On May 11, 2016, The Defend Trade Secrets Act of 2016 (“DTSA”) became law. The United States Senate and House of Representatives approved the legislation with bipartisan support. The DTSA creates a federal civil cause of action for misappropriation of trade secrets regardless of the amount in controversy or the addition of another federal claim. Before this legislation, plaintiffs were forced to initiate the vast majority of trade secret claims in state courts. The DTSA is the third attempt since 2014 to create a federal civil cause of action for trade secret misappropriation, picking up and leaving out several terms and provisions along the way. 

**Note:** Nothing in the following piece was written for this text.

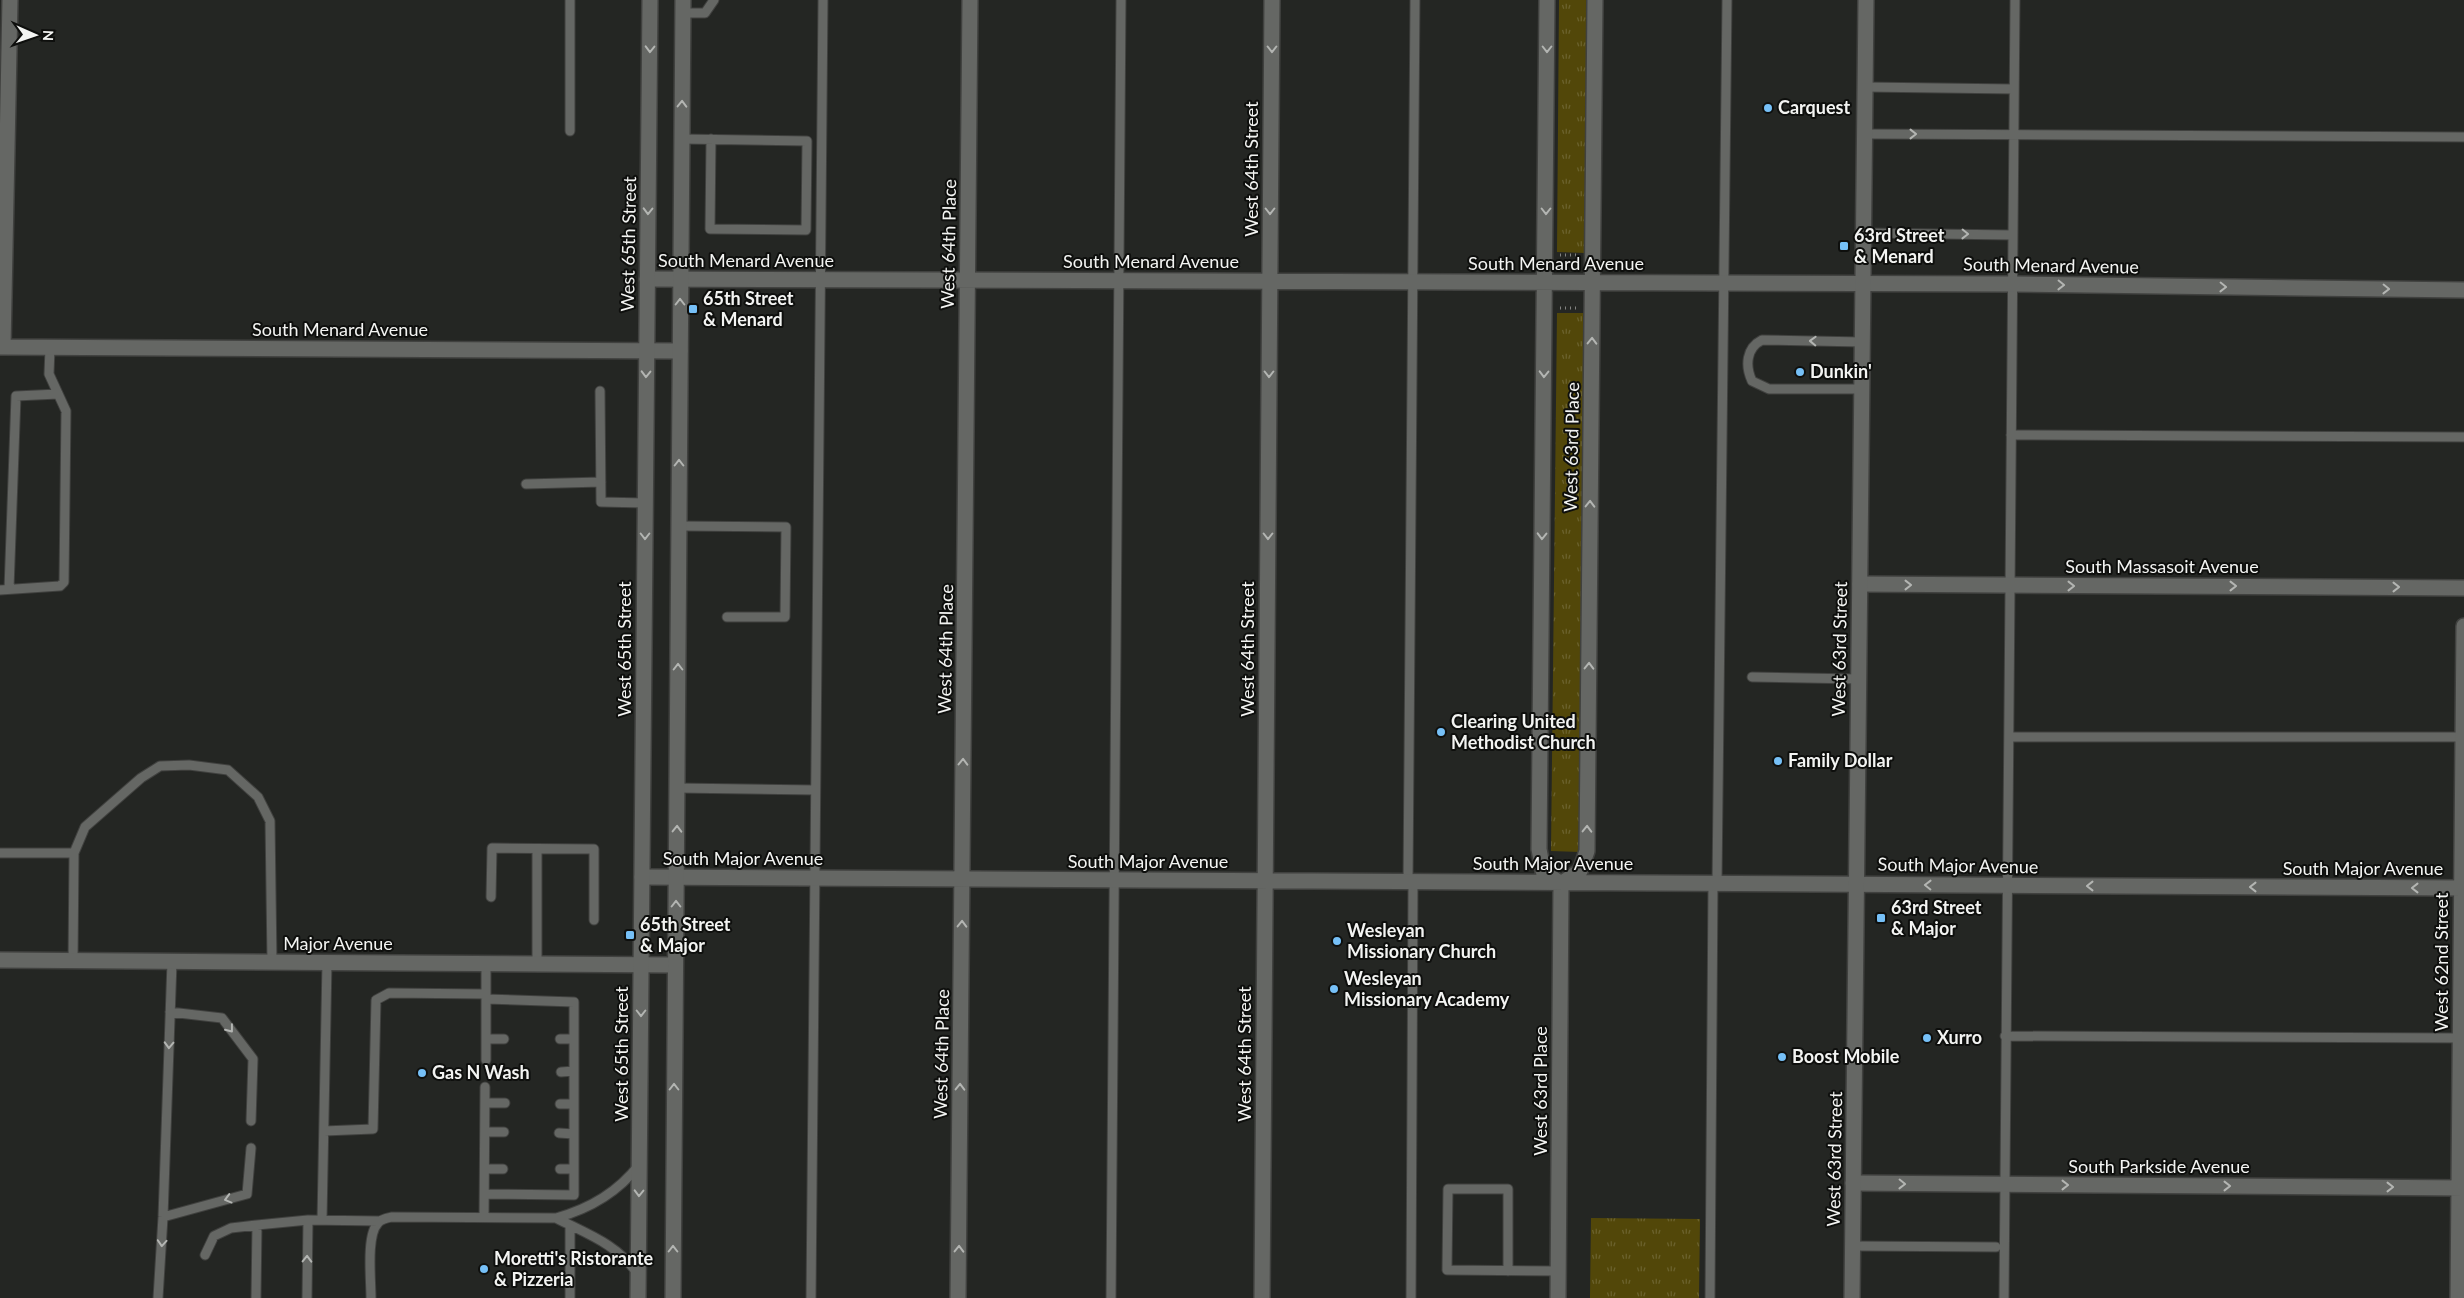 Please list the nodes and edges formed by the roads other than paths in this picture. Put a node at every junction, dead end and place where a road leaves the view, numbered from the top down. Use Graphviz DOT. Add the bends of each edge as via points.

The DTSA is, in many ways, similar to the Uniform Trade Secrets Act (“UTSA”). The DTSA includes many of the important definitions used by the UTSA such as a provision allowing the award of attorney’s fees, provisions providing for an award of double damages for willful and malicious misappropriation, and the same statute of limitations The Acts also have important differences—most importantly the DTSA contains a provision allowing for ex parte seizures and employment protections. The provisions of the DTSA serve as both a sword and a shield, empowering trade secret holders while providing protections to subjects of a DTSA action and employees reporting suspected violations of the law. Below is a summary of the DTSA’s important provisions and the potential ramifications for businesses.

Application: The DTSA’s provisions apply to any misappropriation of a trade secret on or after the date of enactment of the Act. 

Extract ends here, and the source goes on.